Extracted records Block Start

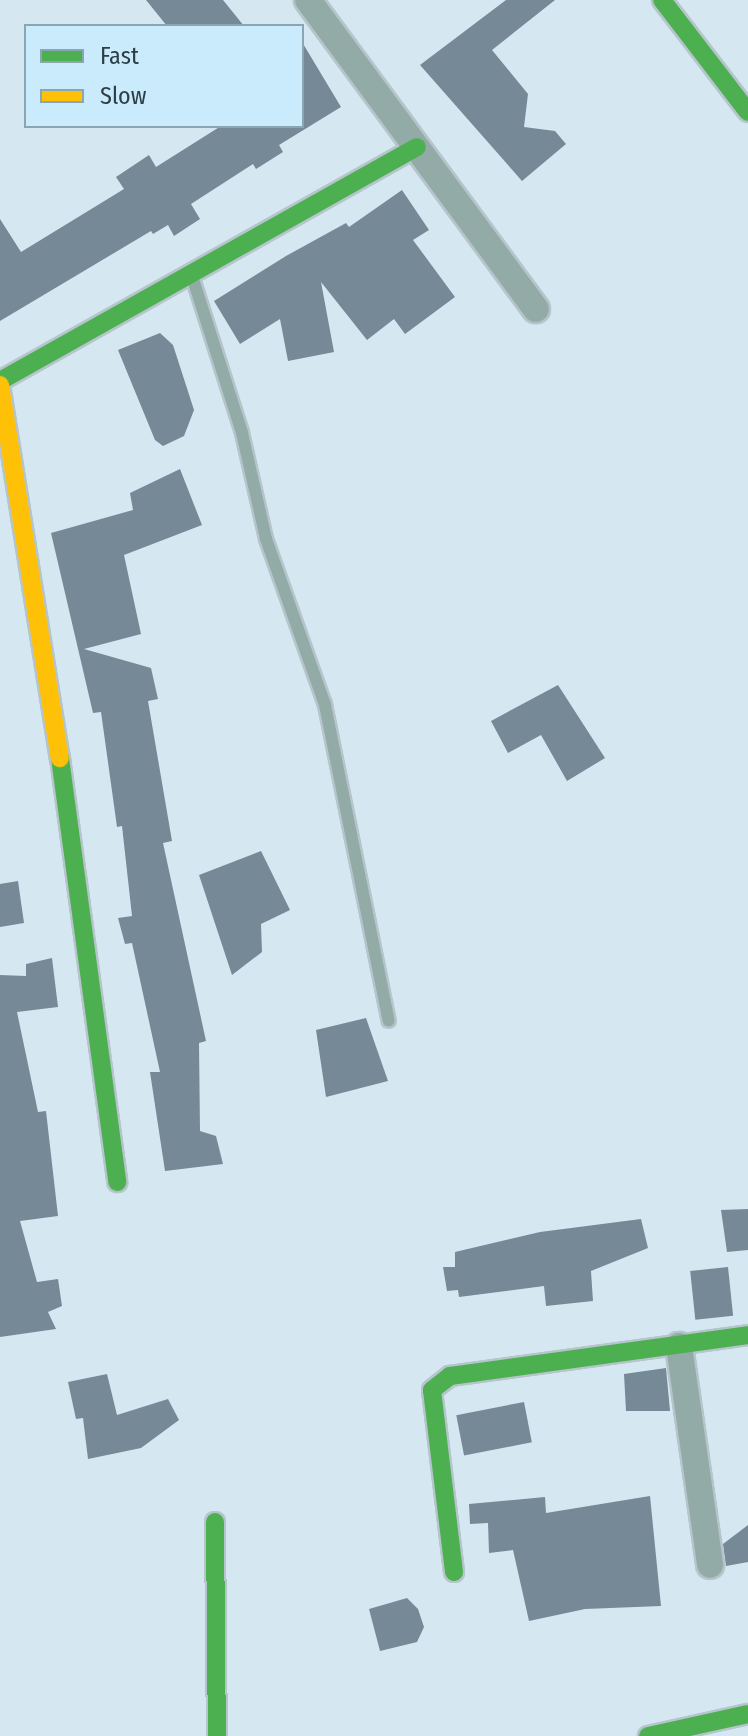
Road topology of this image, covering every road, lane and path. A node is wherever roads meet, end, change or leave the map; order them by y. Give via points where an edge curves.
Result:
1 (308, 0) edge
2 (662, 0) edge
3 (748, 112) edge
4 (417, 147) junction
5 (191, 273) junction
6 (536, 309) dead end
7 (0, 383) edge
8 (389, 1021) dead end
9 (117, 1182) dead end
10 (748, 1335) edge
11 (679, 1346) junction
12 (215, 1522) dead end
13 (710, 1565) dead end
14 (454, 1572) dead end
15 (747, 1721) edge
16 (217, 1736) edge
17 (648, 1736) edge

1 - 4 street
2 - 3 street
4 - 5 street
4 - 6 street
5 - 7 street
5 - 8 lane via 242,433 266,539 325,705
7 - 9 street via 39,604
10 - 11 street
11 - 13 street
11 - 14 street via 450,1376 432,1390
12 - 16 street
15 - 17 street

Extracted records Block End

• Your assignment:
Please output every entry exactly as written, apart from the pictures.

• Written solution:
Road topology of this image, covering every road, lane and path. A node is wherever roads meet, end, change or leave the map; order them by y. Give via points where an edge curves.
Result:
1 (308, 0) edge
2 (662, 0) edge
3 (748, 112) edge
4 (417, 147) junction
5 (191, 273) junction
6 (536, 309) dead end
7 (0, 383) edge
8 (389, 1021) dead end
9 (117, 1182) dead end
10 (748, 1335) edge
11 (679, 1346) junction
12 (215, 1522) dead end
13 (710, 1565) dead end
14 (454, 1572) dead end
15 (747, 1721) edge
16 (217, 1736) edge
17 (648, 1736) edge

1 - 4 street
2 - 3 street
4 - 5 street
4 - 6 street
5 - 7 street
5 - 8 lane via 242,433 266,539 325,705
7 - 9 street via 39,604
10 - 11 street
11 - 13 street
11 - 14 street via 450,1376 432,1390
12 - 16 street
15 - 17 street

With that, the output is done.